Activity =>
Whenever the string "list" turns up in a line of the data below, copy that line.

** Opening Data shown block **

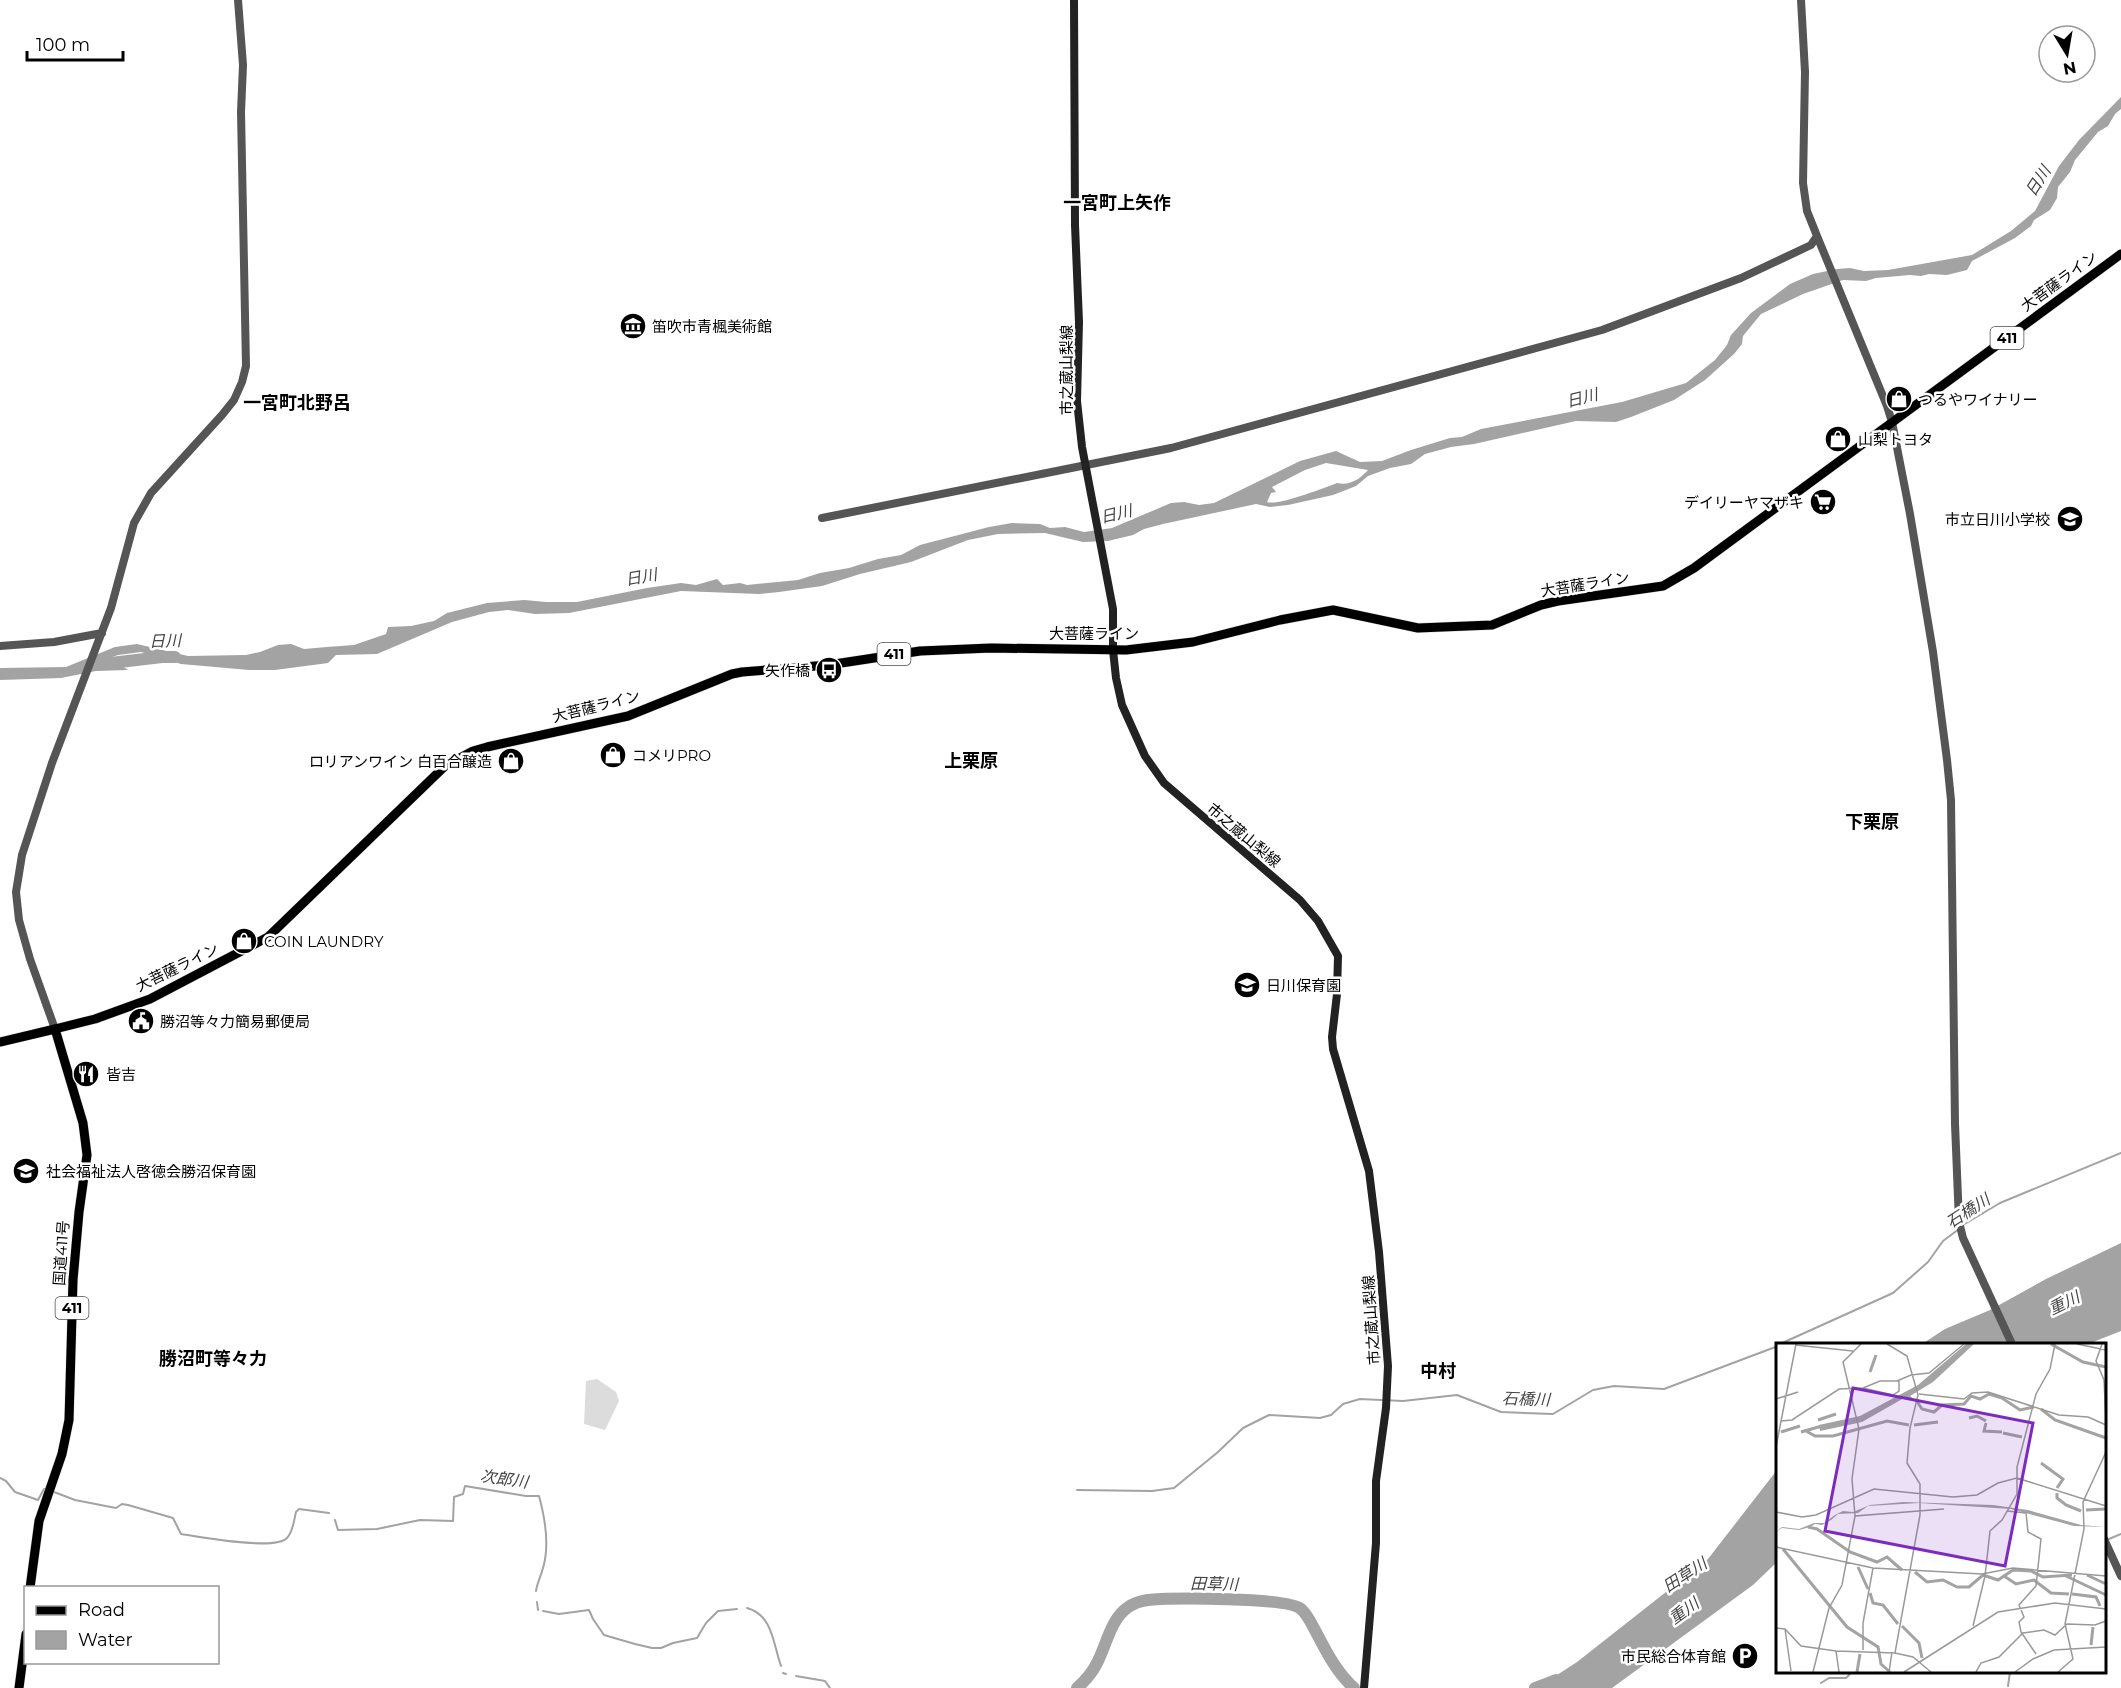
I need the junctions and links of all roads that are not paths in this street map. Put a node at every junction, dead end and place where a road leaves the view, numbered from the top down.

** Closing Data shown block **
** Opening Data shown block **

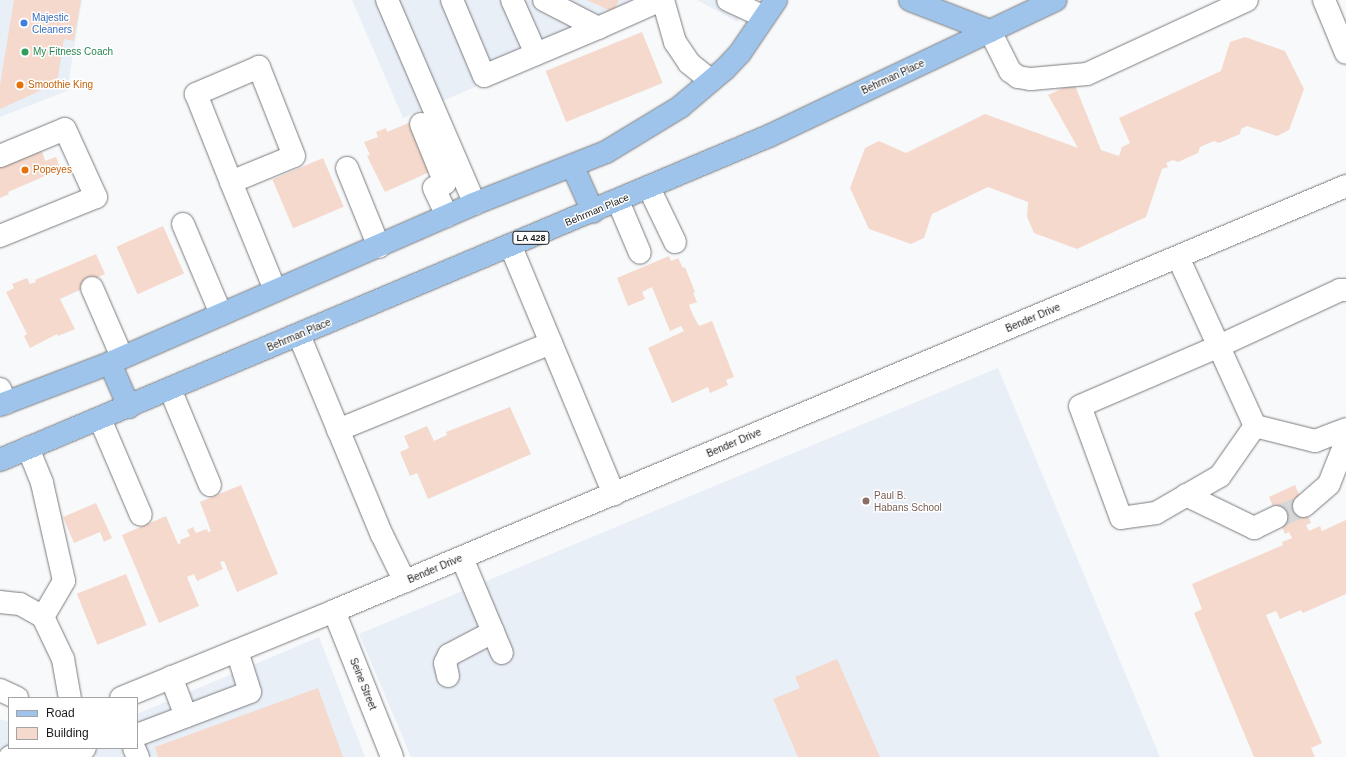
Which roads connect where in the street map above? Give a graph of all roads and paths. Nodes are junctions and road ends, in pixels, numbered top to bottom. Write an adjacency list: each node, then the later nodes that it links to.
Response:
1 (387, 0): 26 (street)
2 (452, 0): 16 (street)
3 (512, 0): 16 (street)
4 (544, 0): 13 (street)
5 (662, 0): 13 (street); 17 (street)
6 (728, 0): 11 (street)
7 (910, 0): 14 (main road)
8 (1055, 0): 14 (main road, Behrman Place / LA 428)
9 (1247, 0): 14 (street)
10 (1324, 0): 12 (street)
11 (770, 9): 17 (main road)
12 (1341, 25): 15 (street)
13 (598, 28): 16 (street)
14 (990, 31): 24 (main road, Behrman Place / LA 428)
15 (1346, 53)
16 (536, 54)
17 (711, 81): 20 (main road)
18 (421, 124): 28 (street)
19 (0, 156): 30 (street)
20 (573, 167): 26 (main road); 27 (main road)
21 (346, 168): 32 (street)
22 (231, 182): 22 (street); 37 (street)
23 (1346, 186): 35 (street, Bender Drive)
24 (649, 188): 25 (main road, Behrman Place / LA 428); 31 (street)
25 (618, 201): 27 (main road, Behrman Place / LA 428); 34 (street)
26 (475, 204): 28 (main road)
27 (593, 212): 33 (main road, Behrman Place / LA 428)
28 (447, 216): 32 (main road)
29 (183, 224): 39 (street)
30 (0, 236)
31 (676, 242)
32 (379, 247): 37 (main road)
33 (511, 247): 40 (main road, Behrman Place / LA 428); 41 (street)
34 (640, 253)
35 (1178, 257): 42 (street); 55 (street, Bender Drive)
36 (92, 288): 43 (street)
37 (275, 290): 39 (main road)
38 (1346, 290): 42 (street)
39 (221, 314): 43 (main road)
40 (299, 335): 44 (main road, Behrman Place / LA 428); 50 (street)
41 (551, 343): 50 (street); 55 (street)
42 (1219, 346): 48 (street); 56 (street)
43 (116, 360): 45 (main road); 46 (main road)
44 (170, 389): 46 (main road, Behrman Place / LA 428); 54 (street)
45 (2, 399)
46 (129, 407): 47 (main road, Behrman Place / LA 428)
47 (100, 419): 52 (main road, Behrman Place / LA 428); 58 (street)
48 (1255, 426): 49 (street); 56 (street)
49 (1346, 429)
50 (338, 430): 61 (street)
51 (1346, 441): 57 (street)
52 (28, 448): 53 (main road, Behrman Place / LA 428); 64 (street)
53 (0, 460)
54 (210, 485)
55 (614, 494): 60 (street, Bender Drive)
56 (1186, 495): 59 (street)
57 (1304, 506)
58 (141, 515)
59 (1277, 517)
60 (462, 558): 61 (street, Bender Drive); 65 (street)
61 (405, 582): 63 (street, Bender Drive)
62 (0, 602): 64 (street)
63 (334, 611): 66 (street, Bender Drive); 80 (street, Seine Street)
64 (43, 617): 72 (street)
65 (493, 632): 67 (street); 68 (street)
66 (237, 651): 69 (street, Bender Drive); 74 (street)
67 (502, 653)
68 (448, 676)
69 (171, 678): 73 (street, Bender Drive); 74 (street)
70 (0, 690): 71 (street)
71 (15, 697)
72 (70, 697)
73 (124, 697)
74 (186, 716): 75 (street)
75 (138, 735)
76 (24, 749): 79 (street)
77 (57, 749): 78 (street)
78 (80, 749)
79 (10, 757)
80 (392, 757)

** Closing Data shown block **
** Opening Data shown block **

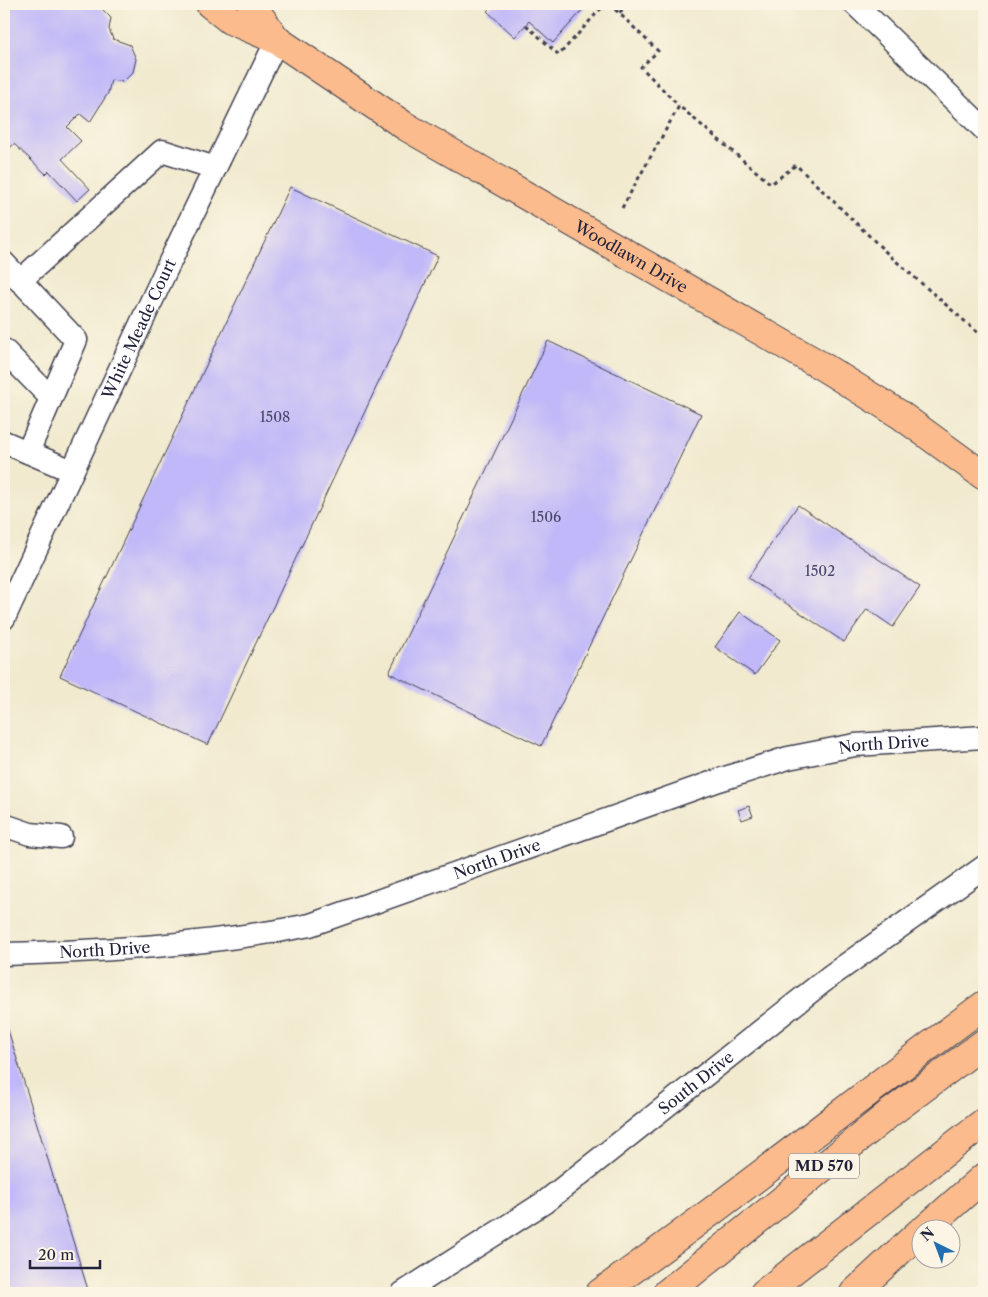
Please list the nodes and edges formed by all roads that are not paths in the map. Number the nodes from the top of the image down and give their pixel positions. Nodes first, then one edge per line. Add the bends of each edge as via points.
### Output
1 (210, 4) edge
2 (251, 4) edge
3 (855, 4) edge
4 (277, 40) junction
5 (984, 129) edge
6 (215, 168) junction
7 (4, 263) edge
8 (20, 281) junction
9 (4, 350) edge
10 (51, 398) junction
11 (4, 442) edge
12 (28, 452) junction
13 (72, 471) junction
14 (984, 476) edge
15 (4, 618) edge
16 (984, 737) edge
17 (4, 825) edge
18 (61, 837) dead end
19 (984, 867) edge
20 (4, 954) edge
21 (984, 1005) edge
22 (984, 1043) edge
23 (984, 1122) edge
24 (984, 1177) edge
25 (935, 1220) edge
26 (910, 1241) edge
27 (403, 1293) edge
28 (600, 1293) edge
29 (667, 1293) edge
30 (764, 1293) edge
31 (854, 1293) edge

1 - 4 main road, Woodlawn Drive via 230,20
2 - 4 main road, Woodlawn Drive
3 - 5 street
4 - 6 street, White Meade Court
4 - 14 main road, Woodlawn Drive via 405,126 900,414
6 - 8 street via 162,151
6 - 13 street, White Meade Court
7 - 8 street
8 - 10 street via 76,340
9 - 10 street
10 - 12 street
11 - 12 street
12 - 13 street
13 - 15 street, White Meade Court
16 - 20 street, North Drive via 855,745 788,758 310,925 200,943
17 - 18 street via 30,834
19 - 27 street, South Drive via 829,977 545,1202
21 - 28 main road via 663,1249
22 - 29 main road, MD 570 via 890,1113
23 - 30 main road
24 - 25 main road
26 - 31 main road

** Closing Data shown block **

Answer below =>
Which roads connect where in the street map above? Give a graph of all roads and paths. Nodes are junctions and road ends, in pixels, numbered top to bottom. Write an adjacency list: each node, then the later nodes that it links to.
Please list the nodes and edges formed by all roads that are not paths in the map. Number the nodes from the top of the image down and give their pixel positions. Nodes first, then one edge per line. Add the bends of each edge as via points.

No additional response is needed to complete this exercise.